The Hurries

He couldn’t slow his horses. No matter how many plays he yelled out, or substitutions he made, or time-outs he called. His team started the game like pent-up thoroughbreds released through an open gate. He could not grab ahold of the reins. Their thirst was admirable. Fervor usually is. But that doesn’t mean it’s not sometimes in the way. In their haste, his players cut prematurely, they left early when using screens, they dribbled into traffic that hadn’t cleared yet and shot as if the ball were a hot potato they had to get out of their hands. On the wings of grand intentions, they made a mess of things.

Coach Wooden used to say, “Be quick but don’t hurry”-- the difference in the two being broader than a barn. Coach knew the necessity of speed on the basketball court, but he also understood the pitfalls of rushing.  And he seemed to know that human nature might often  wrestle with knowing when to take its turn. 

I’m a picker at my core. If there’s a scab that has a turned-up edge, I’m on it. If there’s a knot, I have to get it out. Resolution is the Promised Land and I’ll break my neck to get there. I want to solve the puzzle, fix the fight, iron out the imperfections---NOW. The urge to finish-- get an essay to publication form or perfect a tennis serve or mend a relationship’s jagged edges-- gnaws at me. If a thing’s not right, I want to amend it.  Preferably fast. Even though I hate knowing deep down that time must do its deal. 

If an eager beaver isn’t careful, he can create more problems than he solves. “Now,” as it turns out, may not always be the most opportune time. 

In basketball, the hurries manifest themselves in a variety of problematic ways that act as contagions. If a driver takes off dribbling before a screener gets set, not only does the screen prove ineffective, but the screener often also draws a foul. If a back cutter leaves early before his defender commits to denial, the cutter won’t be open and spacing will be squashed. One ill-timed move leads to another that makes things harder than they probably ought to be. But little does more harm than good than the dreaded homerun pass.

A homerun pass in basketball is a go-for-broke. Like its namesake from the sport of baseball, the homerun flies right past the rudimentary annoyances of hanging out on bases one, two, and three. In basketball, the homerun skips the necessary middle altogether in attempt to reach the goal in one fell swoop. And sometimes, it works. But not very often. Mostly what the homerun does is give the ball to the other team.

The itch to get it all at once has a way of complicating things. The shots good shooters are in a hurry to make turn into misses that pile up like dead bodies on a stat sheet. Then the mummies chase the shooter, so he shoots again real fast to make them go away. This sets off a cannibalistic cycle that exacerbates all kinds of things from the shooter’s confidence to the rhythm of the offense to the coach’s blood pressure to the final score of the game. Shooters are makers not only because they have finely-tuned mechanics but also because of the shots they take and when they take them. The best ones don’t go hunting for looks, they’re just ready when they come. 

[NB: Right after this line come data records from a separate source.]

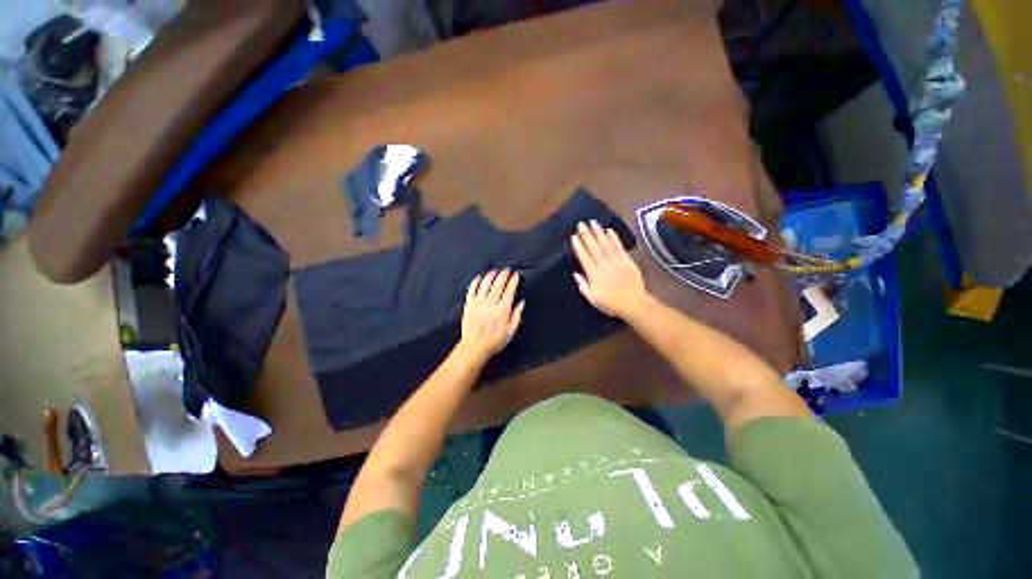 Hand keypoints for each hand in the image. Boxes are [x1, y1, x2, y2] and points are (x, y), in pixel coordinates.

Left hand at [458, 269, 524, 360]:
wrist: (475, 347)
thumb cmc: (495, 340)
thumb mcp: (511, 330)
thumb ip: (517, 315)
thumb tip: (521, 302)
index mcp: (503, 308)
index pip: (510, 289)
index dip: (513, 280)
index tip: (516, 274)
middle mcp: (491, 302)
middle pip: (498, 283)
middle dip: (504, 274)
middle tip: (507, 269)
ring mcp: (479, 302)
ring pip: (486, 283)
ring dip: (491, 275)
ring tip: (495, 270)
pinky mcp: (469, 304)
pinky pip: (472, 289)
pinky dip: (476, 281)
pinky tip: (480, 277)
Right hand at [571, 220, 649, 318]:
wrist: (634, 303)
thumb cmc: (611, 303)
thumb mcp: (593, 299)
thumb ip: (583, 286)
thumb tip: (575, 274)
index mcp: (594, 274)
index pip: (584, 257)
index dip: (579, 246)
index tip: (574, 236)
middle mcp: (603, 265)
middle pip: (594, 247)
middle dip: (587, 234)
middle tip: (581, 223)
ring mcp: (616, 261)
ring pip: (606, 244)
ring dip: (599, 232)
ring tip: (593, 222)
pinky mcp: (627, 260)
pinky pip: (619, 247)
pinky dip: (614, 238)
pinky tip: (609, 230) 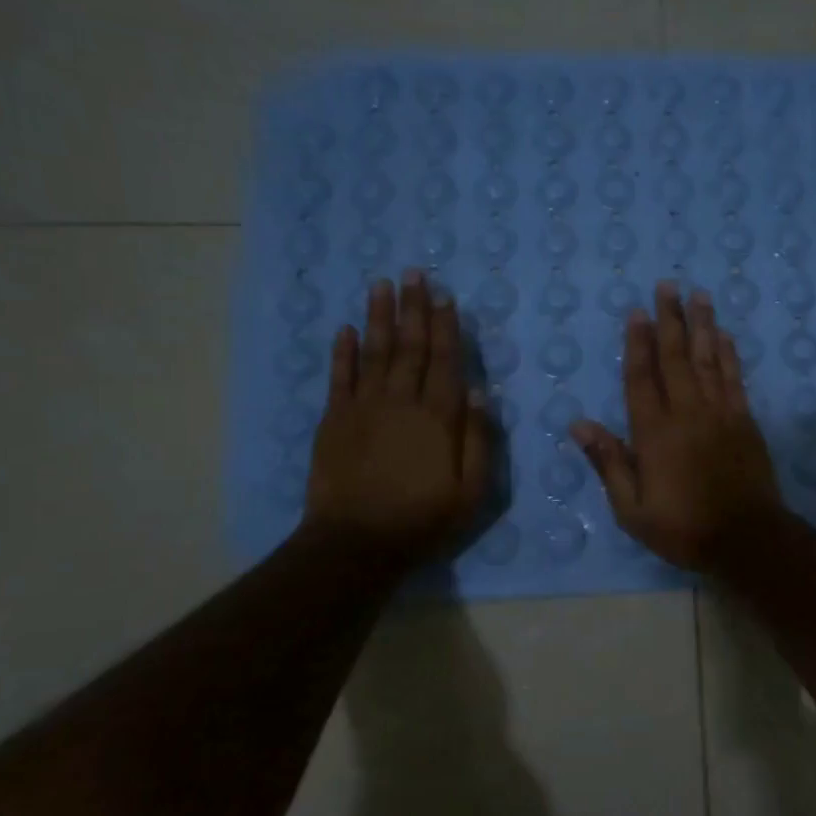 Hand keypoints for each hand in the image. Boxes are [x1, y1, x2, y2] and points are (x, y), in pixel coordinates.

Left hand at [301, 271, 489, 569]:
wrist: (357, 543)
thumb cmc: (424, 519)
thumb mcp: (472, 489)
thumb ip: (479, 438)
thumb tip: (481, 391)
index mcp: (438, 416)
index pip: (446, 360)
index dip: (447, 326)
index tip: (445, 296)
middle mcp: (402, 401)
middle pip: (410, 346)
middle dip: (414, 308)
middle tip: (414, 273)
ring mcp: (363, 407)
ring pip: (374, 351)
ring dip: (379, 316)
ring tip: (382, 285)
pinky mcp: (334, 420)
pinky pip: (339, 377)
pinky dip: (342, 351)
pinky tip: (345, 328)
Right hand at [571, 281, 783, 570]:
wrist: (746, 538)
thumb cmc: (683, 528)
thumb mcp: (632, 509)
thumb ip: (609, 462)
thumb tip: (579, 423)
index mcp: (654, 433)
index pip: (641, 377)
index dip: (637, 343)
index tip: (637, 312)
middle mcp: (686, 413)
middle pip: (676, 357)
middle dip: (670, 319)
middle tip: (667, 285)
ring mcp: (719, 413)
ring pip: (708, 359)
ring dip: (702, 325)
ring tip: (698, 295)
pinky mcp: (744, 420)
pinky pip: (734, 378)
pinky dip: (728, 354)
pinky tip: (725, 335) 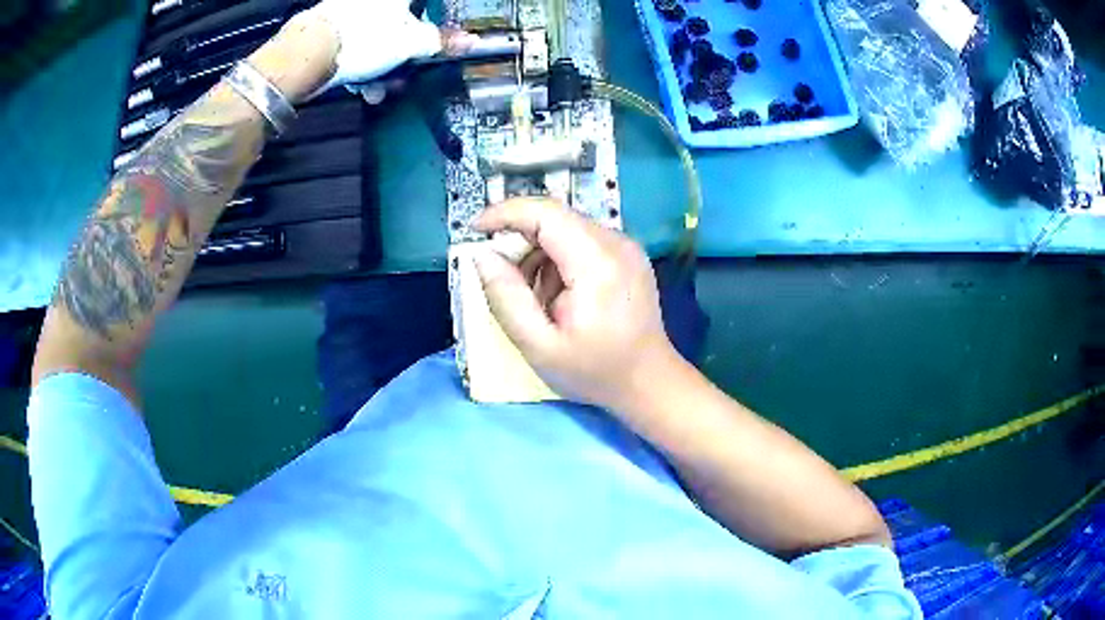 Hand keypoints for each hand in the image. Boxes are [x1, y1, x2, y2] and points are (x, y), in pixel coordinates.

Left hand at [305, 0, 443, 92]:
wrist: (305, 55)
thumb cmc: (364, 40)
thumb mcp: (410, 44)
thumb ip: (440, 41)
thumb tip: (473, 41)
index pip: (421, 3)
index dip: (430, 20)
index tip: (429, 37)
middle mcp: (370, 1)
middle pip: (398, 23)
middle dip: (403, 54)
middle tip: (403, 74)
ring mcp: (347, 12)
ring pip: (374, 38)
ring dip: (380, 67)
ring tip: (376, 90)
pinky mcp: (328, 30)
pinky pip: (353, 46)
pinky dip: (358, 65)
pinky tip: (357, 87)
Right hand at [474, 198, 681, 410]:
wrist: (649, 382)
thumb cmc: (595, 372)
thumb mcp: (539, 346)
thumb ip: (506, 298)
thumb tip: (482, 256)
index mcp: (597, 263)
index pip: (546, 213)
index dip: (505, 213)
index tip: (474, 229)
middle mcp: (617, 243)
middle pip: (555, 218)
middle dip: (520, 241)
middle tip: (503, 280)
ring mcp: (627, 246)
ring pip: (566, 228)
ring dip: (539, 255)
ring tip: (537, 301)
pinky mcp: (628, 254)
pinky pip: (582, 240)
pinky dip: (558, 260)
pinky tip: (560, 297) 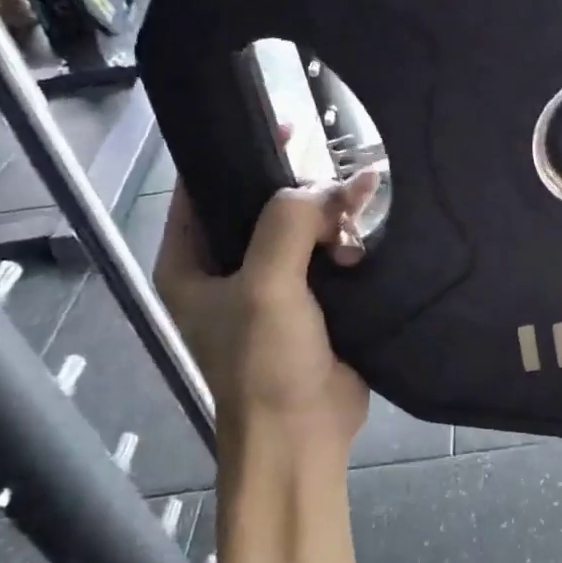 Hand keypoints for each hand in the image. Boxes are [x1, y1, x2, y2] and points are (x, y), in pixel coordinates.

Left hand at [154, 146, 379, 457]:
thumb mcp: (266, 286)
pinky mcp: (313, 299)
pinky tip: (370, 235)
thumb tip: (331, 188)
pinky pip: (330, 252)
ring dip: (335, 216)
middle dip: (305, 189)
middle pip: (265, 203)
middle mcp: (228, 267)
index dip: (239, 151)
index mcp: (191, 261)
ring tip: (364, 213)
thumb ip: (289, 222)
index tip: (285, 125)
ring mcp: (273, 284)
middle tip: (344, 180)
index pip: (206, 188)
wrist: (302, 437)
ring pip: (305, 226)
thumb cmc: (265, 363)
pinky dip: (350, 239) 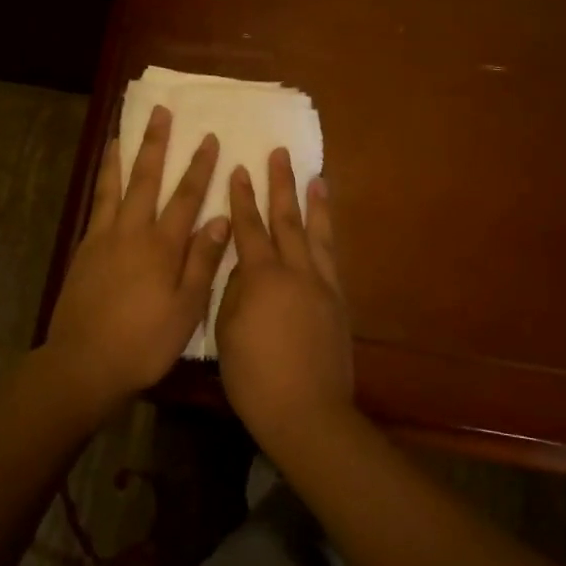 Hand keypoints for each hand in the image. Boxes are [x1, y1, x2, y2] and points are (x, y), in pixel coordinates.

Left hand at [43, 105, 229, 407]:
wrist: (84, 363)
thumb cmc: (144, 342)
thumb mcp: (186, 309)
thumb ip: (202, 261)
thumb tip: (219, 218)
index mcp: (161, 246)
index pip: (186, 197)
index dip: (199, 167)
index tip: (208, 138)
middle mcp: (131, 233)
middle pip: (146, 179)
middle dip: (155, 144)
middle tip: (160, 112)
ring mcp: (102, 239)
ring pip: (112, 187)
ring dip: (120, 157)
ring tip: (121, 131)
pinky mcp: (83, 251)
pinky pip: (94, 206)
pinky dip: (100, 185)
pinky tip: (103, 180)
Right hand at [216, 148, 352, 448]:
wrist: (307, 411)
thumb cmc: (254, 376)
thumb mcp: (227, 330)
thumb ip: (234, 291)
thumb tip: (243, 269)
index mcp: (262, 277)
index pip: (249, 228)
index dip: (243, 198)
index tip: (240, 169)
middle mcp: (296, 272)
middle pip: (287, 220)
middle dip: (281, 185)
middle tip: (280, 154)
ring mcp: (322, 286)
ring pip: (318, 235)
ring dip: (314, 204)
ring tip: (316, 177)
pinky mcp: (338, 303)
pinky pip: (331, 259)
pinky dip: (328, 238)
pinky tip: (326, 230) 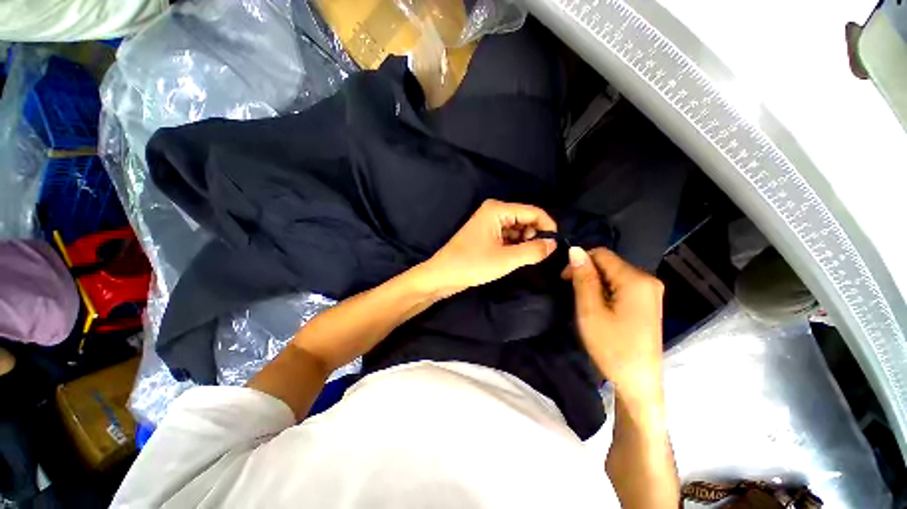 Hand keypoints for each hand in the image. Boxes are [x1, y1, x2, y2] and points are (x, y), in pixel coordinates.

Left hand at [421, 199, 557, 296]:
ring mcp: (489, 223)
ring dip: (525, 242)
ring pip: (518, 229)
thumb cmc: (472, 264)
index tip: (556, 245)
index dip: (548, 227)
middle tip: (537, 255)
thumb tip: (553, 244)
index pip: (534, 212)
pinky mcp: (487, 235)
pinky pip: (508, 236)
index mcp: (498, 210)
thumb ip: (533, 251)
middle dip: (535, 236)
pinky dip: (515, 246)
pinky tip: (515, 257)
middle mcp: (494, 211)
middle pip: (526, 219)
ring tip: (525, 258)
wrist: (443, 275)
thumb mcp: (506, 259)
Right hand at [564, 247, 664, 399]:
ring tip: (585, 303)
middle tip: (573, 294)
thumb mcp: (590, 311)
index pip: (601, 254)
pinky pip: (621, 285)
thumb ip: (583, 278)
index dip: (579, 262)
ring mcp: (651, 291)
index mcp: (636, 279)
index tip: (564, 280)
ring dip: (595, 283)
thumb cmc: (612, 348)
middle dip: (587, 273)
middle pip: (609, 263)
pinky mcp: (648, 302)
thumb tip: (574, 250)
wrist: (638, 383)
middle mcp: (648, 279)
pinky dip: (605, 290)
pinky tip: (600, 307)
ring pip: (613, 274) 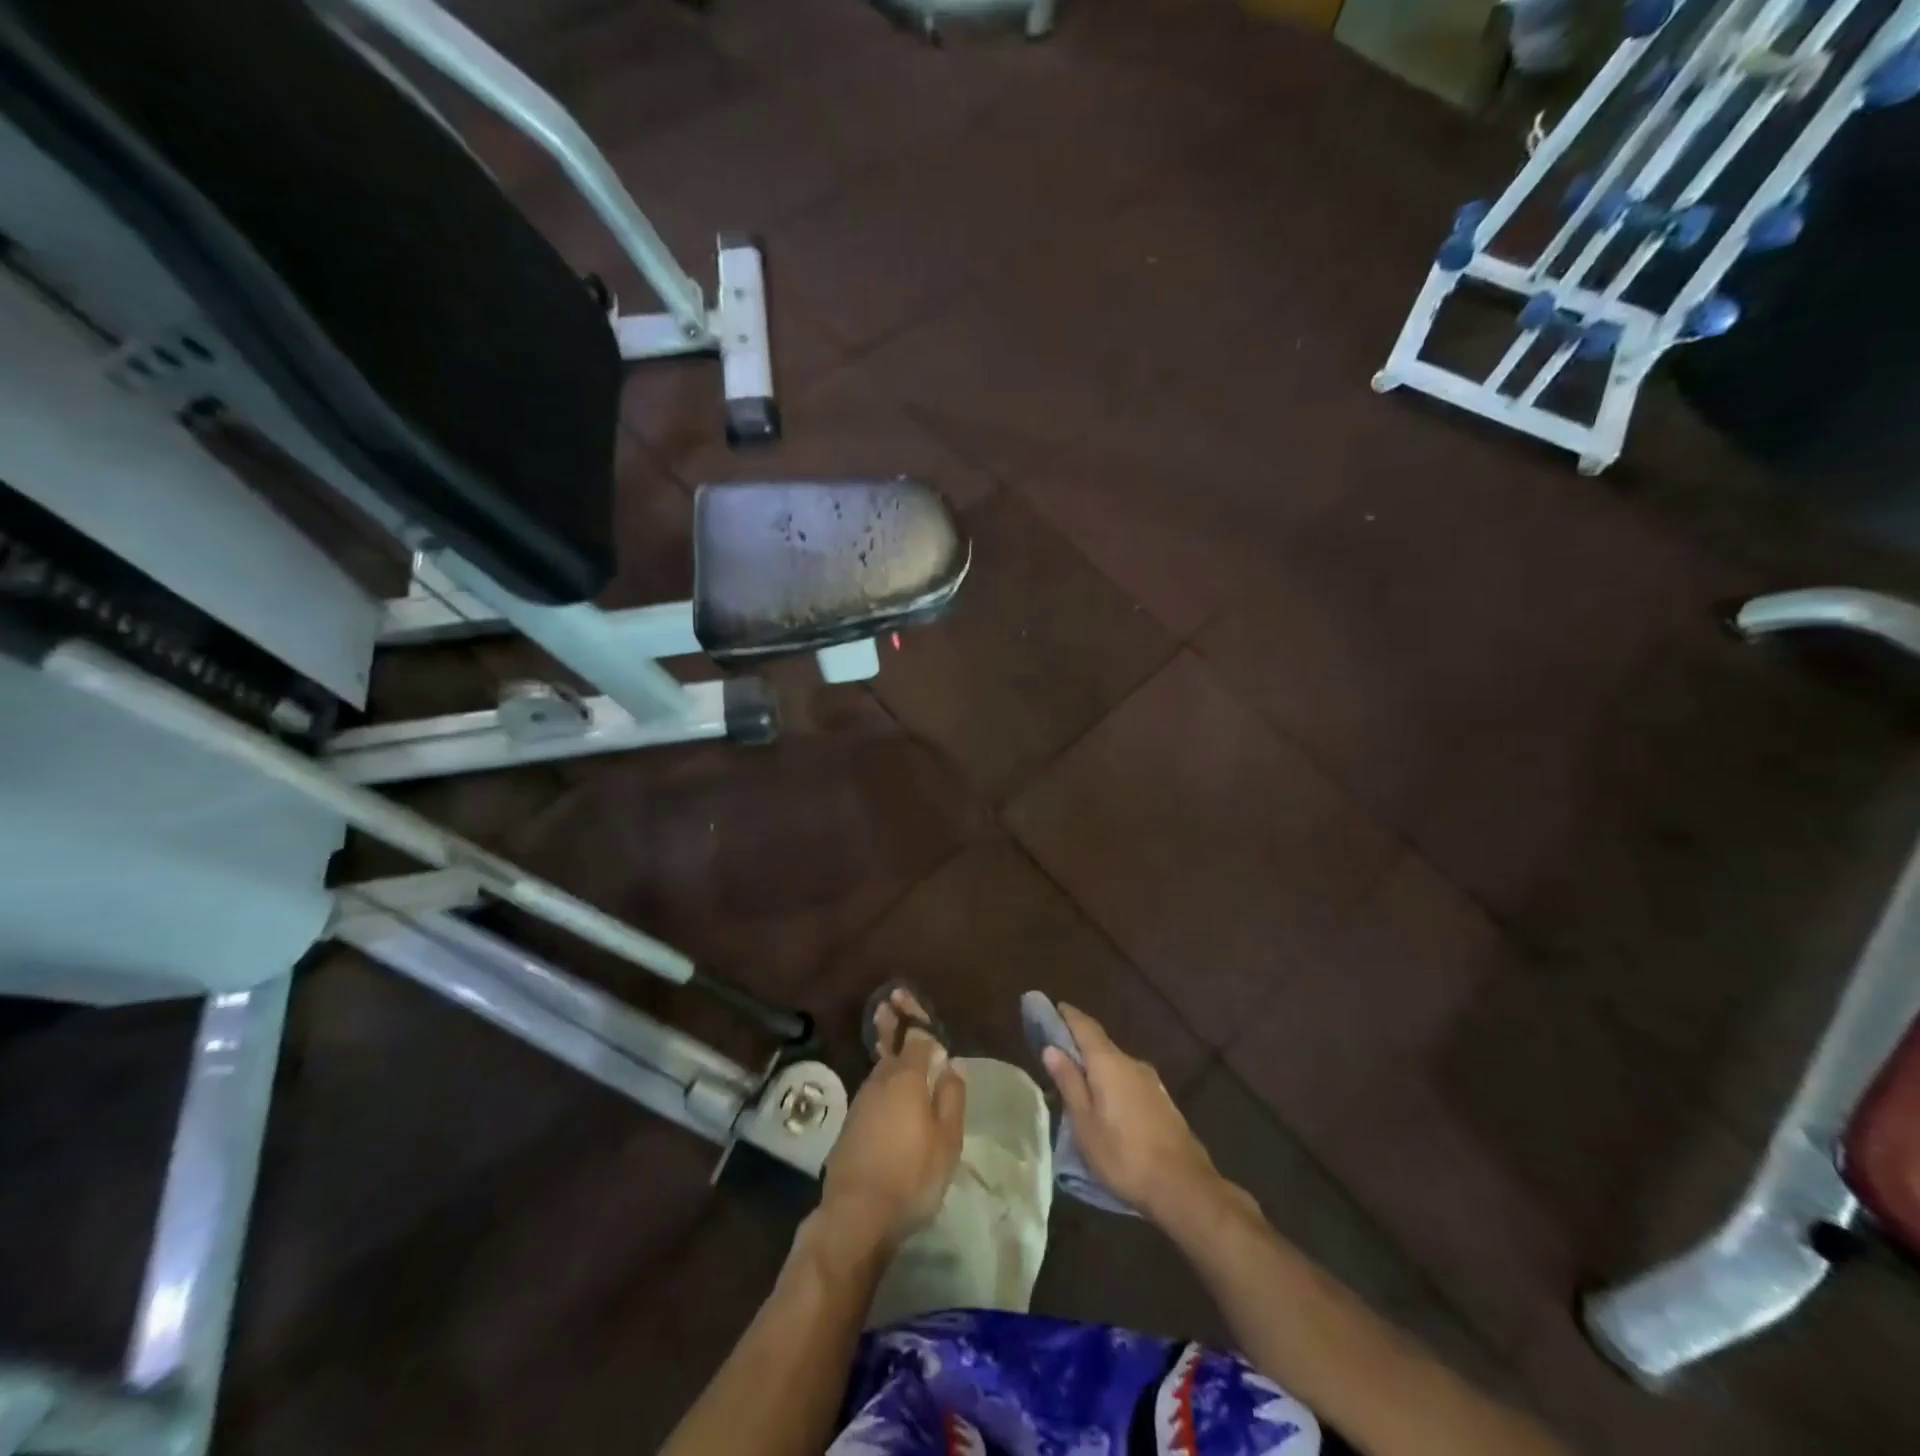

Waiting, though, is really, really hard. Especially when the result we are hankering for is so close we can taste it. 

The urge to jump the gun lives at the border of almost all that is important to us. When we know what we want, we want it. Immediately if not sooner. Writers fight with hurry-up just like shooters do. A good piece of writing becomes a good piece of writing, typically, because it gets wrestled repeatedly around the room. It’s rarely the product of one go. We know that. And yet, once an idea hits the page, it’s almost impossible to resist the urge to jump on it like a calf roper. We want to flip the feet, tie three legs together and throw our hands up in the air. Lasso, land, done! 

But writing yearns for the ticking clock. Sentences need to sit. Thoughts need to congeal. Essays are almost always better when we leave them alone for a while. 

So are sticky impasses and tangled knots that need fresh eyes.

Itchy shooters miss a lot. Scabs ripped off before they’re ready, make wounds take longer to heal. Just because we want a thing to happen and we think we know the way it should, doesn’t mean that action taken sooner is better than later.  Sometimes the best way to seal the deal is to give it a little time.